Il faut dire que Shape of You ne donnait pas du tout envie d’aller jeter une oreille sur cet album. Mercantile à fond, perclus de défauts du début à la fin, optant pour un son pop que l’on retrouve dans tous les titres radiophoniques, il semblait bien qu’Ed Sheeran soit retomber dans ses travers, délaissant sa guitare sèche pour des boîtes à rythmes insupportables. Et on ressent encore cet aspect commercial dans de nombreux titres de cet album. Il faut dire qu’avec seize morceaux (grande générosité pour le coup), il était difficile d’être bon à chaque fois et pour là, on retrouve des morceaux aussi anecdotiques qu’inutiles, à l’image de Eraser, le premier titre. Pourquoi ? Tout simplement parce que même si l’artiste revient à ses premiers amours avec un hip-hop rapide, l’instrumentalisation laisse vraiment à désirer et on s’ennuie ferme sur un titre qui n’a pas vraiment de rythme et qui ne tient pas la distance. On peut aussi blâmer Barcelona, qui est un titre estival, voué à cartonner durant l’été mais qui ne possède pas grand-chose pour lui, hormis l’énergie vocale du chanteur qui semble se donner beaucoup de mal pour donner vie à ce titre. Mais le principal problème dans cet album, c’est la redondance des titres. En effet, Ed Sheeran propose à chaque fois les mêmes thématiques, à savoir l’amour et les nanas, et il n’arrive pas à changer de rythme de temps à autre. En gros, on se retrouve avec deux titres un peu dansants, nerveux, puis une ballade. D’ailleurs, et même si au final, elles sont plutôt réussies, Perfect et Happier se ressemble comme deux gouttes d’eau et on sent une certaine redite tout au long de l’album.

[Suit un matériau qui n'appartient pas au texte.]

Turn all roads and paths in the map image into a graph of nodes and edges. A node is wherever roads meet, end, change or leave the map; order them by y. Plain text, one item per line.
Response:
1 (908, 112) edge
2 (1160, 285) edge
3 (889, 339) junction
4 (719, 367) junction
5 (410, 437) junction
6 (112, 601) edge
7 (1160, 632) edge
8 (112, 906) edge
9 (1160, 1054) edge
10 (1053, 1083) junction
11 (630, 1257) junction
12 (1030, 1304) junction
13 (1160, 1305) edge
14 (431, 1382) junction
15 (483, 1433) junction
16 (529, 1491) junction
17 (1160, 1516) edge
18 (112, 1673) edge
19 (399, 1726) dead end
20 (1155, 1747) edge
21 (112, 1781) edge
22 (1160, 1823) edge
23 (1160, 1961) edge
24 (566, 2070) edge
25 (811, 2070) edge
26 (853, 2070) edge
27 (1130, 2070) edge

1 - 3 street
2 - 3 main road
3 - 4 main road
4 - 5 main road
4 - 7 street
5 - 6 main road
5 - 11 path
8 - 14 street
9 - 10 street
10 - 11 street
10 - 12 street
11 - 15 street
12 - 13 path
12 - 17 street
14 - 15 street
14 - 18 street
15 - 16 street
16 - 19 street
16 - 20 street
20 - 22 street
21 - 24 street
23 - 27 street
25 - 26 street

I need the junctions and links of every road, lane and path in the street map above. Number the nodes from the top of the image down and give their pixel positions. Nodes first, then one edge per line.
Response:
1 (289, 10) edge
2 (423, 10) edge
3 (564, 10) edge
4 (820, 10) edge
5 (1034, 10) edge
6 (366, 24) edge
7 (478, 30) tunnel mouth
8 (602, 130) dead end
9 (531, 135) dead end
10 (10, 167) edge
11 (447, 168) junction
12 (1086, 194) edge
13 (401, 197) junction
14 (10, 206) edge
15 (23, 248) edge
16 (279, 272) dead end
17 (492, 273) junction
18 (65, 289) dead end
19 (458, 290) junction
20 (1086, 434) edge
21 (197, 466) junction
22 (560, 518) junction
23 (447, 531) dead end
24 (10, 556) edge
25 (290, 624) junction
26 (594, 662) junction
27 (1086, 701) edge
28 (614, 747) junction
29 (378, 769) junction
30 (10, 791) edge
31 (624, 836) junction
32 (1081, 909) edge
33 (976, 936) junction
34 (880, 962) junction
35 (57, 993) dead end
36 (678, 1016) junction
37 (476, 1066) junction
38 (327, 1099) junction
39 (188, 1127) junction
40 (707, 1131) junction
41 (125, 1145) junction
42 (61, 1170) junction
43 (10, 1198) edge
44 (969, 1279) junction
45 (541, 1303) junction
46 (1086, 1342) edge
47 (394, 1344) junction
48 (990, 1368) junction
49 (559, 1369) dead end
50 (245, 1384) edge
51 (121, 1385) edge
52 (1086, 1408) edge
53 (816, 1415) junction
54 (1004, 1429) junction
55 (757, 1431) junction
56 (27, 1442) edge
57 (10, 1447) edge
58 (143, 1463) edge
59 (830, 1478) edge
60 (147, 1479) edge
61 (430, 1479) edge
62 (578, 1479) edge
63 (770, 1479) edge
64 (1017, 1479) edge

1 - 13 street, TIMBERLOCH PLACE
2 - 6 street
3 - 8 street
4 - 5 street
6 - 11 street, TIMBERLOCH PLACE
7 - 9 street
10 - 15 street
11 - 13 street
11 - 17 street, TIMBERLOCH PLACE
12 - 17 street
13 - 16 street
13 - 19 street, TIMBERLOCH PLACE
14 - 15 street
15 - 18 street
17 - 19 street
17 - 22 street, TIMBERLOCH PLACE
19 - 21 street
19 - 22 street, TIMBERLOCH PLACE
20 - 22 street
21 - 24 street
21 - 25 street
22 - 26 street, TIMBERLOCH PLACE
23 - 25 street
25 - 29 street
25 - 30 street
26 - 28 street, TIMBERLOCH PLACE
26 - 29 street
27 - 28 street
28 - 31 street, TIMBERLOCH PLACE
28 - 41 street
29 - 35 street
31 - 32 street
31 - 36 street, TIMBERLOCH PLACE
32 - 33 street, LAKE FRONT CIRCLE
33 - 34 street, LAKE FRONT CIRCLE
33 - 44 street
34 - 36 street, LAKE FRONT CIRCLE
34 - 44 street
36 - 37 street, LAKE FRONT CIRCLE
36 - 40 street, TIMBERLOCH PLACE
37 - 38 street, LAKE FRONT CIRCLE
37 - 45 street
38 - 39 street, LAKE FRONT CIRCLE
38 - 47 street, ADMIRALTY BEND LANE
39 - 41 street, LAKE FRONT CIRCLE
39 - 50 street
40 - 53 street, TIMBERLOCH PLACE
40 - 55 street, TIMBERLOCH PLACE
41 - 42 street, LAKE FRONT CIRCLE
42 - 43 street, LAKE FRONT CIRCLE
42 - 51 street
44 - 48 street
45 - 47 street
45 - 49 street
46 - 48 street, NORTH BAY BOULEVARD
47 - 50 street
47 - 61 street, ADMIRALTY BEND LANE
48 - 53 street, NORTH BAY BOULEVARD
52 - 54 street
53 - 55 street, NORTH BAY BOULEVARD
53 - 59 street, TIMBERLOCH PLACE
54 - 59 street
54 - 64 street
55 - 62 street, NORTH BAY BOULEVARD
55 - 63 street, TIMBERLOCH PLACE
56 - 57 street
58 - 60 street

Mais comme écrit plus haut, tout l’album n’est pas mauvais, et au final, ce troisième skeud se révèle bien plus réussi que le précédent, notamment grâce à des titres plus évocateurs, plus puissants et donc moins radiophoniques. On pense immédiatement à Dive, une ballade qui s’approche du blues traditionnel dans sa rythmique et dans laquelle le chanteur laisse éclater sa voix dans des refrains puissants et touchants. Il s’agit là d’un titre très réussi car il allie une instrumentalisation simple mais efficace à une voix qui est particulièrement excellente. On pourra même se délecter un léger solo de guitare électrique, chose impensable dans un album qui vise les ventes pharaoniques. On peut aussi parler du très joli How Would You Feel (Paean), qui s’éloigne des standards pop pour faire quelque chose d’un peu plus folk et qui sied parfaitement à l’artiste. Mais là où il demeure le plus fort c’est quand il utilise les racines irlandaises pour fournir un son pop mais résolument ancré dans une tradition. Ainsi donc, Galway Girl, en plus d’être un titre entêtant et qui donne vraiment envie de bouger, prouve que le chanteur peut fournir autre chose que des boîtes à rythmes préenregistrées et fournit quelque chose entre le folk irlandais et la pop mondiale. On ressent cela aussi dans le titre Nancy Mulligan, mais de façon encore plus prégnante. Véritable titre folk aux accents irlandais, le morceau et certainement ce qui se fait de mieux dans l’album et il est juste dommage que ces fulgurances soient si peu présentes dans l’album.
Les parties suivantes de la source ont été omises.